Goal of the exercise
Could you print out every entry, character for character?
++++ Recorded data ++++
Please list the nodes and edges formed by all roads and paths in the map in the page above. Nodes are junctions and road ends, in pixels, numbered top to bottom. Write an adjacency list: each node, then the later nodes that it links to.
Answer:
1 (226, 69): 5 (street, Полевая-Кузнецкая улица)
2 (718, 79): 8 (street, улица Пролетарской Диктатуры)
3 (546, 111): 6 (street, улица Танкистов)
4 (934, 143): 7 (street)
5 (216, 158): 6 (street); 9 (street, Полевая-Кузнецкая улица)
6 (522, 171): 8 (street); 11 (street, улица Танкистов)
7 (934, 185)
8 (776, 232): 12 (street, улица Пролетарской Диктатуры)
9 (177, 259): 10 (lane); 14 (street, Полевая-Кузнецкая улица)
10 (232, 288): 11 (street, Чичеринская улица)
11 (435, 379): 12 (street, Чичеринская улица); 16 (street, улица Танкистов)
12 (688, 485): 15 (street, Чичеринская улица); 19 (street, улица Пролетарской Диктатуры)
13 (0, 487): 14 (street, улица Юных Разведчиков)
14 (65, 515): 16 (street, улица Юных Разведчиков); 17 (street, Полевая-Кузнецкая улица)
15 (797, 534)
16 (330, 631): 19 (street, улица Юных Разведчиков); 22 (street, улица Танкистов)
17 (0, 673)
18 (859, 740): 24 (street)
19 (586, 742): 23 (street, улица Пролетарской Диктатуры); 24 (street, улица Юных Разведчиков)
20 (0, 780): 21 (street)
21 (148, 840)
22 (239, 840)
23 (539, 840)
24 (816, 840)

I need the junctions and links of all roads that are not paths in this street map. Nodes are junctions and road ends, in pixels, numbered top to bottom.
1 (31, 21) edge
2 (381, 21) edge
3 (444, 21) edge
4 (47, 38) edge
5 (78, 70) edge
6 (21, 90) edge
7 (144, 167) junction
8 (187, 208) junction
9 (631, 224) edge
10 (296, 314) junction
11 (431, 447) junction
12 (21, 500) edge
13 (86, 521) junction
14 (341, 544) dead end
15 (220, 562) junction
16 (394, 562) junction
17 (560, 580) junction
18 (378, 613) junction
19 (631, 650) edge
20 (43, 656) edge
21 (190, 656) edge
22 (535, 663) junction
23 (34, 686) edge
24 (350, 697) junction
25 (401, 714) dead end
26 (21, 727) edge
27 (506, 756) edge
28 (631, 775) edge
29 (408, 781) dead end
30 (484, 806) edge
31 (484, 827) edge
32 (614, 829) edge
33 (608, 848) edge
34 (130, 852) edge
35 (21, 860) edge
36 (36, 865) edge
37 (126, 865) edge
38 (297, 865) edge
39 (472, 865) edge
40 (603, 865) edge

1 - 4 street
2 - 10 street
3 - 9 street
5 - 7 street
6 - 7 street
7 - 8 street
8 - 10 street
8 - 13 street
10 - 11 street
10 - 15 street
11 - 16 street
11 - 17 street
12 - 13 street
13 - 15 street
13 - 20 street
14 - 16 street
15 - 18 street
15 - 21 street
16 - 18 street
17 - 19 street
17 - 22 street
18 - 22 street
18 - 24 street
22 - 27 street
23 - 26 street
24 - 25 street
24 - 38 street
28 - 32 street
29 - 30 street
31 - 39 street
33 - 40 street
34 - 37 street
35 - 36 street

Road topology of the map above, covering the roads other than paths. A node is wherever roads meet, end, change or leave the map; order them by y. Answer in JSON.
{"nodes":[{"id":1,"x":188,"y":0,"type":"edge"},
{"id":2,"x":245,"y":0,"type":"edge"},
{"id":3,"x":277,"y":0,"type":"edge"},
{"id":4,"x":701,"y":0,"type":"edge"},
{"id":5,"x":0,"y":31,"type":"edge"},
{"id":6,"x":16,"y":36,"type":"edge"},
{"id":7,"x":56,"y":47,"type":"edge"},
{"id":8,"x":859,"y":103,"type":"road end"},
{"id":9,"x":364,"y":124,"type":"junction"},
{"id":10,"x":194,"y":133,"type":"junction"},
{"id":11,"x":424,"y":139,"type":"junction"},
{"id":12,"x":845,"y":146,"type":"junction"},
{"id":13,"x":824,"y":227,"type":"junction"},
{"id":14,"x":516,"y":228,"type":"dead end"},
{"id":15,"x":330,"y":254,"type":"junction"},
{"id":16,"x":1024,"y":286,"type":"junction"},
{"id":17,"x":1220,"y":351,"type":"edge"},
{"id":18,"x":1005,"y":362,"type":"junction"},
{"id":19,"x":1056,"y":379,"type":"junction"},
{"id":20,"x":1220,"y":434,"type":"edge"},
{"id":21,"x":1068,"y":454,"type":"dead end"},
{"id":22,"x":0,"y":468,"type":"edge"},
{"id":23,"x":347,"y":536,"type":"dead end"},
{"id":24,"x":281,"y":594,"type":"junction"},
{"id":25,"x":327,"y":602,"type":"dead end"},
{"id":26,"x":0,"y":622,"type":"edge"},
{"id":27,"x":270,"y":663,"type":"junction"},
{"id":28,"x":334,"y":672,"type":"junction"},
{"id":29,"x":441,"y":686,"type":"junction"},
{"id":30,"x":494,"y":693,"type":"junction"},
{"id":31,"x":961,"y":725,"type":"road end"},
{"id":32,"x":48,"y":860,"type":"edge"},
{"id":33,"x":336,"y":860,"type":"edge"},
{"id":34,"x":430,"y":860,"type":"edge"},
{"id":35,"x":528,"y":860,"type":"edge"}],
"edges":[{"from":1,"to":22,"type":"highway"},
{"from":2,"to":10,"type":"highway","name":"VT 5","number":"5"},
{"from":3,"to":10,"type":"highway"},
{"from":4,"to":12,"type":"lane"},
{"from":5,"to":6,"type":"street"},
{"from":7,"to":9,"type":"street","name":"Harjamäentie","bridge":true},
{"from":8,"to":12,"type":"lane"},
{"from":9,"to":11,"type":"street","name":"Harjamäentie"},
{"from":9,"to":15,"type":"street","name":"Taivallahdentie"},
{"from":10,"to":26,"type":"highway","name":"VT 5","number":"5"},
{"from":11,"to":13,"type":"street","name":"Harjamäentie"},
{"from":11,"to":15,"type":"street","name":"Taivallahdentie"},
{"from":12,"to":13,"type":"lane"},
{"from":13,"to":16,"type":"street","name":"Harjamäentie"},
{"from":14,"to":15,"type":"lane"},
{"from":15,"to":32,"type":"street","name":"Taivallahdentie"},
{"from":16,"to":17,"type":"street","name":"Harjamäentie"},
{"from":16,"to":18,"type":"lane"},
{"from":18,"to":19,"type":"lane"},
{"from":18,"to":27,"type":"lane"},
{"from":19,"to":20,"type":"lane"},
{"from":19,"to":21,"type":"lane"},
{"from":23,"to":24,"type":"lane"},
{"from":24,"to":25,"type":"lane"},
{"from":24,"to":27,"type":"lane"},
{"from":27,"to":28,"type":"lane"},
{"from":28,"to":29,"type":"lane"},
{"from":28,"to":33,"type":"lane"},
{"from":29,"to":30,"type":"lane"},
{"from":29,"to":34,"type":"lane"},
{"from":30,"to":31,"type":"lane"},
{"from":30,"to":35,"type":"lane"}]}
++++
The completed task
Please list the nodes and edges formed by all roads and paths in the map in the page above. Nodes are junctions and road ends, in pixels, numbered top to bottom. Write an adjacency list: each node, then the later nodes that it links to.
Answer:
1 (226, 69): 5 (street, Полевая-Кузнецкая улица)
2 (718, 79): 8 (street, улица Пролетарской Диктатуры)
3 (546, 111): 6 (street, улица Танкистов)
4 (934, 143): 7 (street)
5 (216, 158): 6 (street); 9 (street, Полевая-Кузнецкая улица)
6 (522, 171): 8 (street); 11 (street, улица Танкистов)
7 (934, 185)
8 (776, 232): 12 (street, улица Пролетарской Диктатуры)
9 (177, 259): 10 (lane); 14 (street, Полевая-Кузнецкая улица)
10 (232, 288): 11 (street, Чичеринская улица)
11 (435, 379): 12 (street, Чичеринская улица); 16 (street, улица Танкистов)
12 (688, 485): 15 (street, Чичеринская улица); 19 (street, улица Пролетарской Диктатуры)
13 (0, 487): 14 (street, улица Юных Разведчиков)
14 (65, 515): 16 (street, улица Юных Разведчиков); 17 (street, Полевая-Кузнецкая улица)
15 (797, 534)
16 (330, 631): 19 (street, улица Юных Разведчиков); 22 (street, улица Танкистов)
17 (0, 673)
18 (859, 740): 24 (street)
19 (586, 742): 23 (street, улица Пролетарской Диктатуры); 24 (street, улица Юных Разведчиков)
20 (0, 780): 21 (street)
21 (148, 840)
22 (239, 840)
23 (539, 840)
24 (816, 840)

I need the junctions and links of all roads that are not paths in this street map. Nodes are junctions and road ends, in pixels, numbered top to bottom.
1 (31, 21) edge
2 (381, 21) edge
3 (444, 21) edge
4 (47, 38) edge
5 (78, 70) edge
6 (21, 90) edge
7 (144, 167) junction
8 (187, 208) junction
9 (631, 224) edge
10 (296, 314) junction
11 (431, 447) junction
12 (21, 500) edge
13 (86, 521) junction
14 (341, 544) dead end
15 (220, 562) junction
16 (394, 562) junction
17 (560, 580) junction
18 (378, 613) junction
19 (631, 650) edge
20 (43, 656) edge
21 (190, 656) edge
22 (535, 663) junction
23 (34, 686) edge
24 (350, 697) junction
25 (401, 714) dead end
26 (21, 727) edge
27 (506, 756) edge
28 (631, 775) edge
29 (408, 781) dead end
30 (484, 806) edge
31 (484, 827) edge
32 (614, 829) edge
33 (608, 848) edge
34 (130, 852) edge
35 (21, 860) edge
36 (36, 865) edge
37 (126, 865) edge
38 (297, 865) edge
39 (472, 865) edge
40 (603, 865) edge

1 - 4 street
2 - 10 street
3 - 9 street
5 - 7 street
6 - 7 street
7 - 8 street
8 - 10 street
8 - 13 street
10 - 11 street
10 - 15 street
11 - 16 street
11 - 17 street
12 - 13 street
13 - 15 street
13 - 20 street
14 - 16 street
15 - 18 street
15 - 21 street
16 - 18 street
17 - 19 street
17 - 22 street
18 - 22 street
18 - 24 street
22 - 27 street
23 - 26 street
24 - 25 street
24 - 38 street
28 - 32 street
29 - 30 street
31 - 39 street
33 - 40 street
34 - 37 street
35 - 36 street

Road topology of the map above, covering the roads other than paths. A node is wherever roads meet, end, change or leave the map; order them by y. Answer in JSON.
{"nodes":[{"id":1,"x":188,"y":0,"type":"edge"},
{"id":2,"x":245,"y":0,"type":"edge"},
{"id":3,"x":277,"y":0,"type":"edge"},
{"id":4,"x":701,"y":0,"type":"edge"},
{"id":5,"x":0,"y":31,"type":"edge"},
{"id":6,"x":16,"y":36,"type":"edge"},
{"id":7,"x":56,"y":47,"type":"edge"},
{"id":8,"x":859,"y":103,"type":"road end"},
{"id":9,"x":364,"y":124,"type":"junction"},
{"id":10,"x":194,"y":133,"type":"junction"},
{"id":11,"x":424,"y":139,"type":"junction"},
{"id":12,"x":845,"y":146,"type":"junction"},
{"id":13,"x":824,"y":227,"type":"junction"},
{"id":14,"x":516,"y":228,"type":"dead end"},
{"id":15,"x":330,"y":254,"type":"junction"},
{"id":16,"x":1024,"y":286,"type":"junction"},
{"id":17,"x":1220,"y":351,"type":"edge"},
{"id":18,"x":1005,"y":362,"type":"junction"},
{"id":19,"x":1056,"y":379,"type":"junction"},
{"id":20,"x":1220,"y":434,"type":"edge"},
{"id":21,"x":1068,"y":454,"type":"dead end"},
{"id":22,"x":0,"y":468,"type":"edge"},
{"id":23,"x":347,"y":536,"type":"dead end"},
{"id":24,"x":281,"y":594,"type":"junction"},
{"id":25,"x":327,"y":602,"type":"dead end"},
{"id":26,"x":0,"y":622,"type":"edge"},
{"id":27,"x":270,"y":663,"type":"junction"},
{"id":28,"x":334,"y":672,"type":"junction"},
{"id":29,"x":441,"y":686,"type":"junction"},
{"id":30,"x":494,"y":693,"type":"junction"},
{"id":31,"x":961,"y":725,"type":"road end"},
{"id":32,"x":48,"y":860,"type":"edge"},
{"id":33,"x":336,"y":860,"type":"edge"},
{"id":34,"x":430,"y":860,"type":"edge"},
{"id":35,"x":528,"y":860,"type":"edge"}],
"edges":[{"from":1,"to":22,"type":"highway"},
{"from":2,"to":10,"type":"highway","name":"VT 5","number":"5"},
{"from":3,"to":10,"type":"highway"},
{"from":4,"to":12,"type":"lane"},
{"from":5,"to":6,"type":"street"},
{"from":7,"to":9,"type":"street","name":"Harjamäentie","bridge":true},
{"from":8,"to":12,"type":"lane"},
{"from":9,"to":11,"type":"street","name":"Harjamäentie"},
{"from":9,"to":15,"type":"street","name":"Taivallahdentie"},
{"from":10,"to":26,"type":"highway","name":"VT 5","number":"5"},
{"from":11,"to":13,"type":"street","name":"Harjamäentie"},
{"from":11,"to":15,"type":"street","name":"Taivallahdentie"},
{"from":12,"to":13,"type":"lane"},
{"from":13,"to":16,"type":"street","name":"Harjamäentie"},
{"from":14,"to":15,"type":"lane"},
{"from":15,"to":32,"type":"street","name":"Taivallahdentie"},
{"from":16,"to":17,"type":"street","name":"Harjamäentie"},
{"from":16,"to":18,"type":"lane"},
{"from":18,"to":19,"type":"lane"},
{"from":18,"to":27,"type":"lane"},
{"from":19,"to":20,"type":"lane"},
{"from":19,"to":21,"type":"lane"},
{"from":23,"to":24,"type":"lane"},
{"from":24,"to":25,"type":"lane"},
{"from":24,"to":27,"type":"lane"},
{"from":27,"to":28,"type":"lane"},
{"from":28,"to":29,"type":"lane"},
{"from":28,"to":33,"type":"lane"},
{"from":29,"to":30,"type":"lane"},
{"from":29,"to":34,"type":"lane"},
{"from":30,"to":31,"type":"lane"},
{"from":30,"to":35,"type":"lane"}]}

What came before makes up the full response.